The NumiNous Institute for Faith & Neurodiversity exists to promote the broadening of theology and religious institutions to incorporate the unique insights, gifts, and struggles of the neurodiverse community, including those with Autism, Learning Disabilities, and ADHD (et al).
Invest through providing scholarships/grants for research into rethinking theology and religious spaces in light of the neurodiverse experience.
Inform our broader culture and religious institutions about the dual blessing & burden of neurodiversity, and the ways in which they can partner with and learn from our community.
Inspire the neurodiverse to embrace their unique perspectives as equally valid and worthy of theological discussion & institutional embodiment.

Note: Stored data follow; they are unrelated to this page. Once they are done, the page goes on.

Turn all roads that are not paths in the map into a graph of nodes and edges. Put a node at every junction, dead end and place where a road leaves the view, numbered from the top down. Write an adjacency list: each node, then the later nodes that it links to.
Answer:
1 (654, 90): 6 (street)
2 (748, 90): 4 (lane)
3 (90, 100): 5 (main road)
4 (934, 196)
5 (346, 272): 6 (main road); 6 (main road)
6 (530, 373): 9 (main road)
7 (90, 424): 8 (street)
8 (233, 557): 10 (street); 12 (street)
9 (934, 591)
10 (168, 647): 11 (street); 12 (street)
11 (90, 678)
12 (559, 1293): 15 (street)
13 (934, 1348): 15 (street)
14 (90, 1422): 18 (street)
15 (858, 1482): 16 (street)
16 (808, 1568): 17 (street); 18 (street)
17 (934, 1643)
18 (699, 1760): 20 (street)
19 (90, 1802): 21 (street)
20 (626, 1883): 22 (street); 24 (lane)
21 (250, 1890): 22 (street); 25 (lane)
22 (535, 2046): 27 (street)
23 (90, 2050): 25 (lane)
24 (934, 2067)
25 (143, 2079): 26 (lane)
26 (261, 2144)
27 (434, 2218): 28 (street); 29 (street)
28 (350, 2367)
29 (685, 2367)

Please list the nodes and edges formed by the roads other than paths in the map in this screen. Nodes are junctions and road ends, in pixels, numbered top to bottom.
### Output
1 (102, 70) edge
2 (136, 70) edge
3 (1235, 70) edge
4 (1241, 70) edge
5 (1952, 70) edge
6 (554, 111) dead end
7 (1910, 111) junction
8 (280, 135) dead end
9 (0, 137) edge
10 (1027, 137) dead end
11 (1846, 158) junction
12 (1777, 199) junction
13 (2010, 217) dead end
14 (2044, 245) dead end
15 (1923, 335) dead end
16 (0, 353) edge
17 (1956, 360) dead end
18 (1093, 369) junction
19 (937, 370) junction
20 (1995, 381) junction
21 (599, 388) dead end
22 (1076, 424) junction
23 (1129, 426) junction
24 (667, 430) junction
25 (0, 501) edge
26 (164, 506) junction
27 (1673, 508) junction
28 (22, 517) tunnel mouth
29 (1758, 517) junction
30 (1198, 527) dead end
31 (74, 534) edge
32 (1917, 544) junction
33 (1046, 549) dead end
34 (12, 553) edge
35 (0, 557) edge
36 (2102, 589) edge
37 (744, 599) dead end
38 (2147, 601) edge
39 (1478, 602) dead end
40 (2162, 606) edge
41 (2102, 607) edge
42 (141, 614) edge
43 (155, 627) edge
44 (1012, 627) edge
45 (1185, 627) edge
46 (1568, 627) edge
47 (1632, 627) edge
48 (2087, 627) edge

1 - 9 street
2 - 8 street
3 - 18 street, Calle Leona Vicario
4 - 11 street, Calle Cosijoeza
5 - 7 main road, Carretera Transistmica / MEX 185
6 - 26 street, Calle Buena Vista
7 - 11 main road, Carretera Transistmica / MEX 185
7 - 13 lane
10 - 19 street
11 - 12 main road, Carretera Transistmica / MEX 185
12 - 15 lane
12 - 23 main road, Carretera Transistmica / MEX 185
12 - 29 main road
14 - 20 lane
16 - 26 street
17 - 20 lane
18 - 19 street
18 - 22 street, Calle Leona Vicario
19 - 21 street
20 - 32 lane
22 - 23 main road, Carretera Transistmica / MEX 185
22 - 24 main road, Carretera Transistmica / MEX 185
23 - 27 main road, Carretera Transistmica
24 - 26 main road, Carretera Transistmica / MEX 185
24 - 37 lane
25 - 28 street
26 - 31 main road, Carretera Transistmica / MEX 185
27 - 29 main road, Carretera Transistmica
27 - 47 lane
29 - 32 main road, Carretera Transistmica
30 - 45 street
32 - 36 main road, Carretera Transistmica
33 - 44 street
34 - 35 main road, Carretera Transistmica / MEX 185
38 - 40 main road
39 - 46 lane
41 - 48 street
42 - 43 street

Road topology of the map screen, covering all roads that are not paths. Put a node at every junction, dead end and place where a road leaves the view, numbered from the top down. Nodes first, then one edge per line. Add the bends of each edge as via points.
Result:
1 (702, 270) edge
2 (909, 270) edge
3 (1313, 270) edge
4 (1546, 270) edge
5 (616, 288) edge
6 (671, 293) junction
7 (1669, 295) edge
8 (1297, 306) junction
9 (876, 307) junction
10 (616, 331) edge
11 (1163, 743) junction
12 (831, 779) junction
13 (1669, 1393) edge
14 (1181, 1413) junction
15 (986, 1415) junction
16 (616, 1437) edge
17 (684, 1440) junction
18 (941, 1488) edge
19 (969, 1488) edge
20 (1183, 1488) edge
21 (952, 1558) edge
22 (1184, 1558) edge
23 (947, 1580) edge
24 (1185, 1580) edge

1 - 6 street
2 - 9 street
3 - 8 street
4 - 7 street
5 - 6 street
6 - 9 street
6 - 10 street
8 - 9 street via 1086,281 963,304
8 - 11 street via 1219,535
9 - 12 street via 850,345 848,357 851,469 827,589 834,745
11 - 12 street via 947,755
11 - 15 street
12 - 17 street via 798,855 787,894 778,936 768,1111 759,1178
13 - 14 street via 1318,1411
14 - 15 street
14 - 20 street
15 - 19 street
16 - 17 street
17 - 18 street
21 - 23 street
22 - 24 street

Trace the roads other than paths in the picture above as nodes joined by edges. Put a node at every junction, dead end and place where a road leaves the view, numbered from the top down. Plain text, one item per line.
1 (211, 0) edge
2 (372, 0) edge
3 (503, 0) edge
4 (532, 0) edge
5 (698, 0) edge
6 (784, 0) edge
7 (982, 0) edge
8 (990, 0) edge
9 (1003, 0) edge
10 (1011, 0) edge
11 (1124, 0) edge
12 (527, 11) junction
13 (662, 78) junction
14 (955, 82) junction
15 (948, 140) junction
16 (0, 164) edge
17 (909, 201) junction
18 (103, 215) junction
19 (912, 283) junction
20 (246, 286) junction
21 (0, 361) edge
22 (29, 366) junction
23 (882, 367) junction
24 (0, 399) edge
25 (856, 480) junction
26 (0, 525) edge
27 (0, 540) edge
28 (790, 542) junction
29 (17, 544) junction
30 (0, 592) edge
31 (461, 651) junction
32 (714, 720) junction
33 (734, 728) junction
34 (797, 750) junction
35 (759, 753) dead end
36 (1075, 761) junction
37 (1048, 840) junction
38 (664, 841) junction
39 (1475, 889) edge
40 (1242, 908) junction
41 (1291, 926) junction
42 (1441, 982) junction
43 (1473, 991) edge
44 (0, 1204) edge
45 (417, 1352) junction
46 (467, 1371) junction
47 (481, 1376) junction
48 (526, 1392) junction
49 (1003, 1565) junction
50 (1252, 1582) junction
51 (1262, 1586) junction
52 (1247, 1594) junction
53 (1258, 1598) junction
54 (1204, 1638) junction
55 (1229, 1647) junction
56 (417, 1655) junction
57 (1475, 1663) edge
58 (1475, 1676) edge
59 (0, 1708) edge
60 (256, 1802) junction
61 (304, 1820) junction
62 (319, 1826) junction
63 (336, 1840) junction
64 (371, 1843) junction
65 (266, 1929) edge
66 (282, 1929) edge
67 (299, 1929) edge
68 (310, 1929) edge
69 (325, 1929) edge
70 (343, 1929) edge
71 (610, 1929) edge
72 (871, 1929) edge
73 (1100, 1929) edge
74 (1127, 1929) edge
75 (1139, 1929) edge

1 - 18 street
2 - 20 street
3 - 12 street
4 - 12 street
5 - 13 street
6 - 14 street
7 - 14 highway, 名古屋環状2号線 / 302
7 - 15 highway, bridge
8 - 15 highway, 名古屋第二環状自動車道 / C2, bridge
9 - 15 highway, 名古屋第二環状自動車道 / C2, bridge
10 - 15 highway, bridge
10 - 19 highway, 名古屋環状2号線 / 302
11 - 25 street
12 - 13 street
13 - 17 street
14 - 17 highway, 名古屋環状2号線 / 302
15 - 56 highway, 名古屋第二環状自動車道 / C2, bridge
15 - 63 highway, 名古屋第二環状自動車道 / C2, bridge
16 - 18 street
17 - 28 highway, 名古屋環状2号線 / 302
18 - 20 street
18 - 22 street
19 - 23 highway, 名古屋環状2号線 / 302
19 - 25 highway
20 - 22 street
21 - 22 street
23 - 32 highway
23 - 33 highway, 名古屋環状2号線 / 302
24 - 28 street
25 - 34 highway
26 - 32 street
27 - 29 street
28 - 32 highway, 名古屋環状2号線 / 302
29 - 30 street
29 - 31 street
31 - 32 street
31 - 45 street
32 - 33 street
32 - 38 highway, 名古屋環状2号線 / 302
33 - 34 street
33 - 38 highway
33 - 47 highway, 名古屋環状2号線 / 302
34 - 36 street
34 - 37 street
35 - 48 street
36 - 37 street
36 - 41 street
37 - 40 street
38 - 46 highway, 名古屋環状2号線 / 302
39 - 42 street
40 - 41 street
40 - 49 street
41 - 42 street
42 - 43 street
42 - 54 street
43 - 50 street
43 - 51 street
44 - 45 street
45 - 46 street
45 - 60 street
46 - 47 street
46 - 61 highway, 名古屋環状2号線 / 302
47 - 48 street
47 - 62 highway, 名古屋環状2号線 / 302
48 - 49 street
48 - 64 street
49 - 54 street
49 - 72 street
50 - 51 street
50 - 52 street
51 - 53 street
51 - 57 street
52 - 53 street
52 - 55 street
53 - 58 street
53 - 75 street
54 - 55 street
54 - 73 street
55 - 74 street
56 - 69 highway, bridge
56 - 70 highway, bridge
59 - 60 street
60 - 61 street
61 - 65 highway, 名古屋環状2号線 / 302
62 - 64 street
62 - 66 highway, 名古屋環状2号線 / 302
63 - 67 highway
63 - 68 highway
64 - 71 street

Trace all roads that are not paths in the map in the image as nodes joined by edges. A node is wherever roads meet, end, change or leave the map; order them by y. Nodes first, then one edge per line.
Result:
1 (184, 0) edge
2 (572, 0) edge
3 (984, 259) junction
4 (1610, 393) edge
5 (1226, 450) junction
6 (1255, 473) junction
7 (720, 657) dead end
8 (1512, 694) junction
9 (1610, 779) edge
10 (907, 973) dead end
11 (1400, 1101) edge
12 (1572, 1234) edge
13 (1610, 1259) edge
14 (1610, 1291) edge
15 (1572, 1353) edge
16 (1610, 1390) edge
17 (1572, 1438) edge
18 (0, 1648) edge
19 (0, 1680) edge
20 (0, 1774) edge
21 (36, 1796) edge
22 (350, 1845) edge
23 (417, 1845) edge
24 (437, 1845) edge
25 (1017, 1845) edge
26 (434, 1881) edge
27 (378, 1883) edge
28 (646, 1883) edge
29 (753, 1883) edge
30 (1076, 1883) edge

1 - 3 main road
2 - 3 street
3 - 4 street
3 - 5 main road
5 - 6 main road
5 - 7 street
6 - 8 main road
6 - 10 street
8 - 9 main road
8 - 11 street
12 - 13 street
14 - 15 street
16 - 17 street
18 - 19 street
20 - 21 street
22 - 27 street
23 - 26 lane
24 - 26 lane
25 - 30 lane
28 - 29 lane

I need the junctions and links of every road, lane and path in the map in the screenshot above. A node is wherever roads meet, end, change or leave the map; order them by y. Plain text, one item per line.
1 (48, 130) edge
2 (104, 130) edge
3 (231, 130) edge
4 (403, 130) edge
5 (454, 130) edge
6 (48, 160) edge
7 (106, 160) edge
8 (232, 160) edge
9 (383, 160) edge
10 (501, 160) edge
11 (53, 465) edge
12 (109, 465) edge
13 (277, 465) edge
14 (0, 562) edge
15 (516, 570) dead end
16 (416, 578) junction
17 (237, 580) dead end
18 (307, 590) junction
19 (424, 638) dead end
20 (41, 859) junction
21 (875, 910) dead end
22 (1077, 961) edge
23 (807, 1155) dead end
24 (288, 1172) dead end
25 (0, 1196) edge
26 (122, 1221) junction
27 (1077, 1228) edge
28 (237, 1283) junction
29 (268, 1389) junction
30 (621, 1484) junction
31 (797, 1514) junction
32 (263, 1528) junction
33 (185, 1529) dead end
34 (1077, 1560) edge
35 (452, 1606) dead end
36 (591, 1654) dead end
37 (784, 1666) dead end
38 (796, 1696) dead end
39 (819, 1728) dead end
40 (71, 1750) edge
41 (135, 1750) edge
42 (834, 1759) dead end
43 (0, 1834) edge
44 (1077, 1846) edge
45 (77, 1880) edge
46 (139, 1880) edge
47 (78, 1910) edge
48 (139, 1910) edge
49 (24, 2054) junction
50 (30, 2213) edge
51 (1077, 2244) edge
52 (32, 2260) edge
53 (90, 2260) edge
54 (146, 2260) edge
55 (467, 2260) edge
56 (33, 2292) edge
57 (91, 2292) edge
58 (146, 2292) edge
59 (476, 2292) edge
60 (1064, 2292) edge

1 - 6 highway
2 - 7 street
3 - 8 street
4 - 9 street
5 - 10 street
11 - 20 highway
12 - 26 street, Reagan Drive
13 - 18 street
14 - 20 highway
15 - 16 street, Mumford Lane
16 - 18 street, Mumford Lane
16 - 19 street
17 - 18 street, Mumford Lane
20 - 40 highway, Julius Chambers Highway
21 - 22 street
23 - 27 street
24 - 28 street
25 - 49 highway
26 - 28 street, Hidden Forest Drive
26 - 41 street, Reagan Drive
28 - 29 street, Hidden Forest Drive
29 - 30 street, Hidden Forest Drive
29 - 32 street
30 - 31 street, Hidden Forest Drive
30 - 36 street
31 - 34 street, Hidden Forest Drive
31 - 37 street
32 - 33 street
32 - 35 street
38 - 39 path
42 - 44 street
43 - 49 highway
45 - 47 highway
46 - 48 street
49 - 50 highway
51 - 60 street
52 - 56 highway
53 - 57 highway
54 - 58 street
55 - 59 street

The NumiNous Institute was originally founded by Madison Lyonhart and Dr JD Lyonhart (jdlyonhart.com). Growing up with dysgraphia and severe ADHD, Jonathan Lyonhart struggled to sit through the average neurotypical church service, and barely graduated high school (learning disabled students are 3X as likely to drop out). It was only once he became passionate about religious studies during his undergraduate work that he found the vocational enthusiasm to overcome his struggles. Yet the further his studies advanced, the more his ‘disabilities’ began to seem like idiosyncratic ‘abilities’, providing him with a unique way of perceiving and thinking about reality. He credits this unique perspective with helping him edge out the competition for a scholarship to the University of Cambridge, where he completed his doctorate in only 2 years. He subsequently became an assistant professor of Theology and Philosophy at Lincoln Christian University, a fellow at the Cambridge Centre for the Study of Platonism at the University of Cambridge, and a host of the Spiritually Incorrect Podcast. He is convinced that others also have weird and wonderful insights into the numinous nature of the divine. However, religious institutions often cater solely toward the popular masses, while neurodiverse students tend to be so discouraged and misunderstood in their early education that they rarely get far enough in higher education for their gifts to shine. In contrast, Madison Lyonhart always excelled in ministry and in school. Yet when she and Jonathan realized their children were both autistic, she found herself immersed into an ever expanding world of diagnoses, therapies, and niche terms like ‘neurotypical’. Finding that local schools, churches, and Sunday School programs were rarely equipped to deal with neurodiversity, she delved into years of hands-on research, desiring to provide her children with every opportunity for their seeming ‘burden’ to reveal its deeper nature as a blessing. Ultimately, as a family representing multiple sides of both the neurodiverse and neurotypical communities, Madison and Jonathan were inspired to seek out informational and financial resources for themselves and for others, which eventually led to them founding The NumiNous Institute for Faith and Neurodiversity.